__PROBLEM TO WORK ON__
Restate the entries below verbatim.

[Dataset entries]
────

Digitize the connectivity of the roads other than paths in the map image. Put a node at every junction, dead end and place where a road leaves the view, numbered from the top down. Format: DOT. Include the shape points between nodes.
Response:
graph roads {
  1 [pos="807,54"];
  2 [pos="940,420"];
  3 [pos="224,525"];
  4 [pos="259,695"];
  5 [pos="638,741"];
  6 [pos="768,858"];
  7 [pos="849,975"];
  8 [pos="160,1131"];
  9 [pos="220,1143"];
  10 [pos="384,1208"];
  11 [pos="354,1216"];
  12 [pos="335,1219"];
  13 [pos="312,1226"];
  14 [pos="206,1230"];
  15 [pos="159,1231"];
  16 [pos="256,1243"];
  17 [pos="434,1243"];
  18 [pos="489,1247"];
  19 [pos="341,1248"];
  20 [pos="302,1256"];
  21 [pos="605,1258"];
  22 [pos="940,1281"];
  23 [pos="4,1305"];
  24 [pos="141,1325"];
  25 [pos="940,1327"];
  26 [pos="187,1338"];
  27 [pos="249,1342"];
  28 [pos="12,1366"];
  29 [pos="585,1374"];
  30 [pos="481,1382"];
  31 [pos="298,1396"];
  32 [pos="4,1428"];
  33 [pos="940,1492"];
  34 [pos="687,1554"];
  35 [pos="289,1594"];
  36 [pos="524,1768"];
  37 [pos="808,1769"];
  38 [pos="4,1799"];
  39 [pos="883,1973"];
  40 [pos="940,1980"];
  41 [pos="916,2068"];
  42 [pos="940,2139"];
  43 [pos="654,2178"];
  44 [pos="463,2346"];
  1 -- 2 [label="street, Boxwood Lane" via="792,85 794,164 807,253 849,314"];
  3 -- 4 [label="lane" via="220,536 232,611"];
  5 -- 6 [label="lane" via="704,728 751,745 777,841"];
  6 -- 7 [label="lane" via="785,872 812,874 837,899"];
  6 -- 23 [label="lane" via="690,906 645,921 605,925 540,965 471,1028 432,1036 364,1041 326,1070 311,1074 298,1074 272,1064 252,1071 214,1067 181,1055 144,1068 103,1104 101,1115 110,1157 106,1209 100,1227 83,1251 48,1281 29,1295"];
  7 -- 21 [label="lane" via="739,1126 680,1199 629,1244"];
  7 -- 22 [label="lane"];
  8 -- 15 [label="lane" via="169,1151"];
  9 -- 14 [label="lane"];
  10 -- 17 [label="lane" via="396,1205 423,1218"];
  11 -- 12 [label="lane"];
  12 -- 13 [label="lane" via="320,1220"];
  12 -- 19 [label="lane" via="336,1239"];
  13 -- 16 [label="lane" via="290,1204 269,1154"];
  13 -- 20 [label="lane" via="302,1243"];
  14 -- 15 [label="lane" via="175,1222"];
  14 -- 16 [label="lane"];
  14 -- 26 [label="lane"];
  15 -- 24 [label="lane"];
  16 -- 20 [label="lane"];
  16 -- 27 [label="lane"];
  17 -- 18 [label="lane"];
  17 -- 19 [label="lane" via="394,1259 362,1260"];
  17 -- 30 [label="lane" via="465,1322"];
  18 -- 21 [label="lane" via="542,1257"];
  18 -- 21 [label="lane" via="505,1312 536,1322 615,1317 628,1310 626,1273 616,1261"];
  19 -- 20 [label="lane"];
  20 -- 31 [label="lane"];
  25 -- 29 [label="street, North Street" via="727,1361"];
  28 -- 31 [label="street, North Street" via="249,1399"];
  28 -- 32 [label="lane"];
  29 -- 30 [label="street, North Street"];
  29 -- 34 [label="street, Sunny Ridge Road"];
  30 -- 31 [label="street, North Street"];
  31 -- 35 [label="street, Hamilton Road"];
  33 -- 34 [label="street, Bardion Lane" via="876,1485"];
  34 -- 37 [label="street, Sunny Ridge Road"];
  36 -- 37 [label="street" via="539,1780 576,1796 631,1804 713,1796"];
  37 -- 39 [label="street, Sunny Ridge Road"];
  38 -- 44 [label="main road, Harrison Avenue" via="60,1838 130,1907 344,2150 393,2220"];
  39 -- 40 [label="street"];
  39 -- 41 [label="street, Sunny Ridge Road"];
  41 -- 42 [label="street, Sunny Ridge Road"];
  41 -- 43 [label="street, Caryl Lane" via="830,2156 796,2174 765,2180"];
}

────

__TASK RESULT__
Digitize the connectivity of the roads other than paths in the map image. Put a node at every junction, dead end and place where a road leaves the view, numbered from the top down. Format: DOT. Include the shape points between nodes.
Response:
graph roads {
  1 [pos="807,54"];
  2 [pos="940,420"];
  3 [pos="224,525"];
  4 [pos="259,695"];
  5 [pos="638,741"];
  6 [pos="768,858"];
  7 [pos="849,975"];
  8 [pos="160,1131"];
  9 [pos="220,1143"];
  10 [pos="384,1208"];
  11 [pos="354,1216"];
  12 [pos="335,1219"];
  13 [pos="312,1226"];
  14 [pos="206,1230"];
  15 [pos="159,1231"];
  16 [pos="256,1243"];
  17 [pos="434,1243"];
  18 [pos="489,1247"];
  19 [pos="341,1248"];
  20 [pos="302,1256"];
  21 [pos="605,1258"];
  22 [pos="940,1281"];
  23 [pos="4,1305"];
  24 [pos="141,1325"];
  25 [pos="940,1327"];
  26 [pos="187,1338"];
  27 [pos="249,1342"];
  28 [pos="12,1366"];
  29 [pos="585,1374"];
  30 [pos="481,1382"];
  31 [pos="298,1396"];
  32 [pos="4,1428"];
  33 [pos="940,1492"];
  34 [pos="687,1554"];
  35 [pos="289,1594"];
  36 [pos="524,1768"];
  37 [pos="808,1769"];
  38 [pos="4,1799"];
  39 [pos="883,1973"];
  40 [pos="940,1980"];
  41 [pos="916,2068"];
  42 [pos="940,2139"];
  43 [pos="654,2178"];
  44 [pos="463,2346"];
  1 -- 2 [label="street, Boxwood Lane" via="792,85 794,164 807,253 849,314"];
  3 -- 4 [label="lane" via="220,536 232,611"];
  5 -- 6 [label="lane" via="704,728 751,745 777,841"];
  6 -- 7 [label="lane" via="785,872 812,874 837,899"];
  6 -- 23 [label="lane" via="690,906 645,921 605,925 540,965 471,1028 432,1036 364,1041 326,1070 311,1074 298,1074 272,1064 252,1071 214,1067 181,1055 144,1068 103,1104 101,1115 110,1157 106,1209 100,1227 83,1251 48,1281 29,1295"];
  7 -- 21 [label="lane" via="739,1126 680,1199 629,1244"];
  7 -- 22 [label="lane"];
  8 -- 15 [label="lane" via="169,1151"];
  9 -- 14 [label="lane"];
  10 -- 17 [label="lane" via="396,1205 423,1218"];
  11 -- 12 [label="lane"];
  12 -- 13 [label="lane" via="320,1220"];
  12 -- 19 [label="lane" via="336,1239"];
  13 -- 16 [label="lane" via="290,1204 269,1154"];
  13 -- 20 [label="lane" via="302,1243"];
  14 -- 15 [label="lane" via="175,1222"];
  14 -- 16 [label="lane"];
  14 -- 26 [label="lane"];
  15 -- 24 [label="lane"];
  16 -- 20 [label="lane"];
  16 -- 27 [label="lane"];
  17 -- 18 [label="lane"];
  17 -- 19 [label="lane" via="394,1259 362,1260"];
  17 -- 30 [label="lane" via="465,1322"];
  18 -- 21 [label="lane" via="542,1257"];
  18 -- 21 [label="lane" via="505,1312 536,1322 615,1317 628,1310 626,1273 616,1261"];
  19 -- 20 [label="lane"];
  20 -- 31 [label="lane"];
  25 -- 29 [label="street, North Street" via="727,1361"];
  28 -- 31 [label="street, North Street" via="249,1399"];
  28 -- 32 [label="lane"];
  29 -- 30 [label="street, North Street"];
  29 -- 34 [label="street, Sunny Ridge Road"];
  30 -- 31 [label="street, North Street"];
  31 -- 35 [label="street, Hamilton Road"];
  33 -- 34 [label="street, Bardion Lane" via="876,1485"];
  34 -- 37 [label="street, Sunny Ridge Road"];
  36 -- 37 [label="street" via="539,1780 576,1796 631,1804 713,1796"];
  37 -- 39 [label="street, Sunny Ridge Road"];
  38 -- 44 [label="main road, Harrison Avenue" via="60,1838 130,1907 344,2150 393,2220"];
  39 -- 40 [label="street"];
  39 -- 41 [label="street, Sunny Ridge Road"];
  41 -- 42 [label="street, Sunny Ridge Road"];
  41 -- 43 [label="street, Caryl Lane" via="830,2156 796,2174 765,2180"];
}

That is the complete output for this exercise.